» WORK TASK:
Return the data given below exactly as it appears.

» Extracted records:
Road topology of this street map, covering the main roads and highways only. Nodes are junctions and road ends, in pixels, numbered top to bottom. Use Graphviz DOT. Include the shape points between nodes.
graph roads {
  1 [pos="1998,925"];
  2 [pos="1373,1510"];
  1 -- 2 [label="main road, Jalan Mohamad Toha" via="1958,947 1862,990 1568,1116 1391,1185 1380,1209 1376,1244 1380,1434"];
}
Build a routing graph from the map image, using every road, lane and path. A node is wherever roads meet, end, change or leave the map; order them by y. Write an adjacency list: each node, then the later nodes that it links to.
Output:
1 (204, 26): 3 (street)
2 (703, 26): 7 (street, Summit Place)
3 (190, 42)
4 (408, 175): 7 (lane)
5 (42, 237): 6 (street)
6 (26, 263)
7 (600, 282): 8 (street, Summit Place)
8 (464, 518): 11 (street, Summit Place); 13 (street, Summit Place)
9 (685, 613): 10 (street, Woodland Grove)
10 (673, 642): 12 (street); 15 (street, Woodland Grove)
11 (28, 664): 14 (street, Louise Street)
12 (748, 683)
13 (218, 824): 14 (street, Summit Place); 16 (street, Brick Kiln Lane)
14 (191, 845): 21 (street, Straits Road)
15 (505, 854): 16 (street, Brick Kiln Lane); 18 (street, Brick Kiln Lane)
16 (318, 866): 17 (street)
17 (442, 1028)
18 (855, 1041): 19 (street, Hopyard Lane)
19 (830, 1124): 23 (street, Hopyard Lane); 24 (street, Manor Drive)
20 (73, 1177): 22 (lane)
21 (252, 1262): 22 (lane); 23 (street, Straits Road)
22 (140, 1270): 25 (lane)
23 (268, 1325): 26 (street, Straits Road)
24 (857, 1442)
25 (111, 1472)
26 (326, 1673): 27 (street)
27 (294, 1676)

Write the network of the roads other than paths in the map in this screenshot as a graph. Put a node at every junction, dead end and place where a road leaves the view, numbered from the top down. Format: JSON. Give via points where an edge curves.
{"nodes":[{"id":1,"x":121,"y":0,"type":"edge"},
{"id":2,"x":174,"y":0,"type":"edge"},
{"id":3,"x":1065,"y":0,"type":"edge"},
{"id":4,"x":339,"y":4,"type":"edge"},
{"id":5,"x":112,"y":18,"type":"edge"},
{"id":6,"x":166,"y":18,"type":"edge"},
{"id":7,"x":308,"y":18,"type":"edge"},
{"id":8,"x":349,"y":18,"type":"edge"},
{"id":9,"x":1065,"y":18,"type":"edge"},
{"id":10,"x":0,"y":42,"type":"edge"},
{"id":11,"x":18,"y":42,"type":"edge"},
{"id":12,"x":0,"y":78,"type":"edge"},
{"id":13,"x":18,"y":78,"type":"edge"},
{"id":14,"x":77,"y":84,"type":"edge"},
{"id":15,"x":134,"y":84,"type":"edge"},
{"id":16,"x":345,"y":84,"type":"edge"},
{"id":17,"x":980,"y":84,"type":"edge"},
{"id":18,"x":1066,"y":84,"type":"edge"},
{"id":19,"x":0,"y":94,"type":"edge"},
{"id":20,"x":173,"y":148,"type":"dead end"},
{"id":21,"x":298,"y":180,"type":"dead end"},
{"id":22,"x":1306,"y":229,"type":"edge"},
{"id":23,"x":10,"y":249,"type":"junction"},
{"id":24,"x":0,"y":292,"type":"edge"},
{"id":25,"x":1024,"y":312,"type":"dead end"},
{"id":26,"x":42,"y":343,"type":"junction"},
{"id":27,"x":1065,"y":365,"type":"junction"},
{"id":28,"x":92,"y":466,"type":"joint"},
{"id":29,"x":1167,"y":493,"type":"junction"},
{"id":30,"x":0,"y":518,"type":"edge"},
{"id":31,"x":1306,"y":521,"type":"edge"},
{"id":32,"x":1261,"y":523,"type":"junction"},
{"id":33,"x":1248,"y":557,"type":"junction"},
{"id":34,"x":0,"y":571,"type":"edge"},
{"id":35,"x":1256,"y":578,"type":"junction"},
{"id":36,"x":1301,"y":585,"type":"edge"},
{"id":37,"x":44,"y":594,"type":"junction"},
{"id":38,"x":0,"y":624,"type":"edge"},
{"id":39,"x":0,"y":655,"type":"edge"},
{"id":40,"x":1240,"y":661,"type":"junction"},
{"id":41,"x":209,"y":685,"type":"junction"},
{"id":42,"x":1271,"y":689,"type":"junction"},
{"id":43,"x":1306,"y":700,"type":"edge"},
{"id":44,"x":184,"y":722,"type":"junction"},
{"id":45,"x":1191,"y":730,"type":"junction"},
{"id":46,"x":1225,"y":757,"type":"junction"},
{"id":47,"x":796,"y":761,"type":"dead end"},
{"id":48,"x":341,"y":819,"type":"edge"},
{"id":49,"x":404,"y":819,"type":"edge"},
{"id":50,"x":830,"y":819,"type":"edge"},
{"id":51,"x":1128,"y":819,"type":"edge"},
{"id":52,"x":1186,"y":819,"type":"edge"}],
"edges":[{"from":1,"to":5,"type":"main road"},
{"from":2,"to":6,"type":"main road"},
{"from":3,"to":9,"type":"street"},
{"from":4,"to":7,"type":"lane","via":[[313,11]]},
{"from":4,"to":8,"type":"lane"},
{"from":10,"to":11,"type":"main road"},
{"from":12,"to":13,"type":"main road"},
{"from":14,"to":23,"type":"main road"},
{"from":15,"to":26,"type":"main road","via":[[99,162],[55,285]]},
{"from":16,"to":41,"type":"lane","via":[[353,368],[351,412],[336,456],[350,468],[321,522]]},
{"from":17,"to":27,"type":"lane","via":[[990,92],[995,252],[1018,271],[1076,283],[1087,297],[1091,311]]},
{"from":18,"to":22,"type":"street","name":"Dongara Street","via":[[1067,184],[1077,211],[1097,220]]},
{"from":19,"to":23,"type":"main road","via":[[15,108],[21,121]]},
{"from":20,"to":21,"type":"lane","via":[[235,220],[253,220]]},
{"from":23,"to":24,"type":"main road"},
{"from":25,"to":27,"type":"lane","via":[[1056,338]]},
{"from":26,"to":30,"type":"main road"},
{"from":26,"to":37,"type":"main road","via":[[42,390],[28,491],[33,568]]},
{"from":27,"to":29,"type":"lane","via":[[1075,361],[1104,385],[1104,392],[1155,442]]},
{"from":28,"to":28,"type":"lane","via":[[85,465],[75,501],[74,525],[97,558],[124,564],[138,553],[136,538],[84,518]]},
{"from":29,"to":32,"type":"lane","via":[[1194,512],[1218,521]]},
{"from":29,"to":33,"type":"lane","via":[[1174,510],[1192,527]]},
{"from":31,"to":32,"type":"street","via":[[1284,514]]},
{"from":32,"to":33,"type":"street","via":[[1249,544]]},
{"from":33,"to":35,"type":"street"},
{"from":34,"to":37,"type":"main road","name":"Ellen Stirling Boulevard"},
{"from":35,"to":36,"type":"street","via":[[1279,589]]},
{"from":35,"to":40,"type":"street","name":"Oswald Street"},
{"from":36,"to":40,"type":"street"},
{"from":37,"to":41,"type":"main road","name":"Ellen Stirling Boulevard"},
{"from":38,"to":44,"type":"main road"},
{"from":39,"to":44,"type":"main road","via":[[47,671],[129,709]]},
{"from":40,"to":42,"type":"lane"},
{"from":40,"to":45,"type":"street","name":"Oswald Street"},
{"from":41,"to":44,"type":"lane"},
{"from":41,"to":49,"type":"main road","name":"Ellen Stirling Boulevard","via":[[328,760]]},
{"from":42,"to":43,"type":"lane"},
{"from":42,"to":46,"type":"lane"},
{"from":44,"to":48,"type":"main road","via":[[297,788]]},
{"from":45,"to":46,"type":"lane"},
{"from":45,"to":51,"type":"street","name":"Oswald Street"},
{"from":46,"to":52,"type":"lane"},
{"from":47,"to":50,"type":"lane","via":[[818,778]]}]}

» FINAL ANSWER:
Road topology of this street map, covering the main roads and highways only. Nodes are junctions and road ends, in pixels, numbered top to bottom. Use Graphviz DOT. Include the shape points between nodes.
graph roads {
  1 [pos="1998,925"];
  2 [pos="1373,1510"];
  1 -- 2 [label="main road, Jalan Mohamad Toha" via="1958,947 1862,990 1568,1116 1391,1185 1380,1209 1376,1244 1380,1434"];
}
Build a routing graph from the map image, using every road, lane and path. A node is wherever roads meet, end, change or leave the map; order them by y. Write an adjacency list: each node, then the later nodes that it links to.
Output:
1 (204, 26): 3 (street)
2 (703, 26): 7 (street, Summit Place)
3 (190, 42)
4 (408, 175): 7 (lane)
5 (42, 237): 6 (street)
6 (26, 263)
7 (600, 282): 8 (street, Summit Place)
8 (464, 518): 11 (street, Summit Place); 13 (street, Summit Place)
9 (685, 613): 10 (street, Woodland Grove)
10 (673, 642): 12 (street); 15 (street, Woodland Grove)
11 (28, 664): 14 (street, Louise Street)
12 (748, 683)
13 (218, 824): 14 (street, Summit Place); 16 (street, Brick Kiln Lane)
14 (191, 845): 21 (street, Straits Road)
15 (505, 854): 16 (street, Brick Kiln Lane); 18 (street, Brick Kiln Lane)
16 (318, 866): 17 (street)
17 (442, 1028)
18 (855, 1041): 19 (street, Hopyard Lane)
19 (830, 1124): 23 (street, Hopyard Lane); 24 (street, Manor Drive)
20 (73, 1177): 22 (lane)
21 (252, 1262): 22 (lane); 23 (street, Straits Road)
22 (140, 1270): 25 (lane)
23 (268, 1325): 26 (street, Straits Road)
24 (857, 1442)
25 (111, 1472)
26 (326, 1673): 27 (street)
27 (294, 1676)

Write the network of the roads other than paths in the map in this screenshot as a graph. Put a node at every junction, dead end and place where a road leaves the view, numbered from the top down. Format: JSON. Give via points where an edge curves.
{"nodes":[{"id":1,"x":121,"y":0,"type":"edge"},
{"id":2,"x":174,"y":0,"type":"edge"},
{"id":3,"x":1065,"y":0,"type":"edge"},
{"id":4,"x":339,"y":4,"type":"edge"},
{"id":5,"x":112,"y":18,"type":"edge"},
{"id":6,"x":166,"y":18,"type":"edge"},
{"id":7,"x":308,"y":18,"type":"edge"},
{"id":8,"x":349,"y":18,"type":"edge"},
{"id":9,"x":1065,"y":18,"type":"edge"},
{"id":10,"x":0,"y":42,"type":"edge"},
{"id":11,"x":18,"y":42,"type":"edge"},
{"id":12,"x":0,"y":78,"type":"edge"},
{"id":13,"x":18,"y":78,"type":"edge"},
{"id":14,"x":77,"y":84,"type":"edge"},
{"id":15,"x":134,"y":84,"type":"edge"},
{"id":16,"x":345,"y":84,"type":"edge"},
{"id":17,"x":980,"y":84,"type":"edge"},
{"id":18,"x":1066,"y":84,"type":"edge"},
{"id":19,"x":0,"y":94,"type":"edge"},
{"id":20,"x":173,"y":148,"type":"dead end"},
{"id":21,"x":298,"y":180,"type":"dead end"},
{"id":22,"x":1306,"y":229,"type":"edge"},
{"id":23,"x":10,"y":249,"type":"junction"},
{"id":24,"x":0,"y":292,"type":"edge"},
{"id":25,"x":1024,"y":312,"type":"dead end"},
{"id":26,"x":42,"y":343,"type":"junction"},
{"id":27,"x":1065,"y":365,"type":"junction"},
{"id":28,"x":92,"y":466,"type":"joint"},
{"id":29,"x":1167,"y":493,"type":"junction"},
{"id":30,"x":0,"y":518,"type":"edge"},
{"id":31,"x":1306,"y":521,"type":"edge"},
{"id":32,"x":1261,"y":523,"type":"junction"},
{"id":33,"x":1248,"y":557,"type":"junction"},
{"id":34,"x":0,"y":571,"type":"edge"},
{"id":35,"x":1256,"y":578,"type":"junction"},
{"id":36,"x":1301,"y":585,"type":"edge"},
{"id":37,"x":44,"y":594,"type":"junction"},
{"id":38,"x":0,"y":624,"type":"edge"},
{"id":39,"x":0,"y":655,"type":"edge"},
{"id":40,"x":1240,"y":661,"type":"junction"},
{"id":41,"x":209,"y":685,"type":"junction"},
{"id":42,"x":1271,"y":689,"type":"junction"},
{"id":43,"x":1306,"y":700,"type":"edge"},
{"id":44,"x":184,"y":722,"type":"junction"},
{"id":45,"x":1191,"y":730,"type":"junction"},
{"id":46,"x":1225,"y":757,"type":"junction"},
{"id":47,"x":796,"y":761,"type":"dead end"},
{"id":48,"x":341,"y":819,"type":"edge"},
{"id":49,"x":404,"y":819,"type":"edge"},
{"id":50,"x":830,"y":819,"type":"edge"},
{"id":51,"x":1128,"y":819,"type":"edge"},
{"id":52,"x":1186,"y":819,"type":"edge"}],
"edges":[{"from":1,"to":5,"type":"main road"},
{"from":2,"to":6,"type":"main road"},
{"from":3,"to":9,"type":"street"},
{"from":4,"to":7,"type":"lane","via":[[313,11]]},
{"from":4,"to":8,"type":"lane"},
{"from":10,"to":11,"type":"main road"},
{"from":12,"to":13,"type":"main road"},
{"from":14,"to":23,"type":"main road"},
{"from":15,"to":26,"type":"main road","via":[[99,162],[55,285]]},
{"from":16,"to":41,"type":"lane","via":[[353,368],[351,412],[336,456],[350,468],[321,522]]},
{"from":17,"to":27,"type":"lane","via":[[990,92],[995,252],[1018,271],[1076,283],[1087,297],[1091,311]]},
{"from":18,"to":22,"type":"street","name":"Dongara Street","via":[[1067,184],[1077,211],[1097,220]]},
{"from":19,"to":23,"type":"main road","via":[[15,108],[21,121]]},
{"from":20,"to":21,"type":"lane","via":[[235,220],[253,220]]},
{"from":23,"to":24,"type":"main road"},
{"from":25,"to":27,"type":"lane","via":[[1056,338]]},
{"from":26,"to":30,"type":"main road"},
{"from":26,"to":37,"type":"main road","via":[[42,390],[28,491],[33,568]]},
{"from":27,"to":29,"type":"lane","via":[[1075,361],[1104,385],[1104,392],[1155,442]]},
{"from":28,"to":28,"type":"lane","via":[[85,465],[75,501],[74,525],[97,558],[124,564],[138,553],[136,538],[84,518]]},
{"from":29,"to":32,"type":"lane","via":[[1194,512],[1218,521]]},
{"from":29,"to":33,"type":"lane","via":[[1174,510],[1192,527]]},
{"from":31,"to":32,"type":"street","via":[[1284,514]]},
{"from":32,"to":33,"type":"street","via":[[1249,544]]},
{"from":33,"to":35,"type":"street"},
{"from":34,"to":37,"type":"main road","name":"Ellen Stirling Boulevard"},
{"from":35,"to":36,"type":"street","via":[[1279,589]]},
{"from":35,"to":40,"type":"street","name":"Oswald Street"},
{"from":36,"to":40,"type":"street"},
{"from":37,"to":41,"type":"main road","name":"Ellen Stirling Boulevard"},
{"from":38,"to":44,"type":"main road"},
{"from":39,"to":44,"type":"main road","via":[[47,671],[129,709]]},
{"from":40,"to":42,"type":"lane"},
{"from":40,"to":45,"type":"street","name":"Oswald Street"},
{"from":41,"to":44,"type":"lane"},
{"from":41,"to":49,"type":"main road","name":"Ellen Stirling Boulevard","via":[[328,760]]},
{"from":42,"to":43,"type":"lane"},
{"from":42,"to":46,"type":"lane"},
{"from":44,"to":48,"type":"main road","via":[[297,788]]},
{"from":45,"to":46,"type":"lane"},
{"from":45,"to":51,"type":"street","name":"Oswald Street"},
{"from":46,"to":52,"type":"lane"},
{"from":47,"to":50,"type":"lane","via":[[818,778]]}]}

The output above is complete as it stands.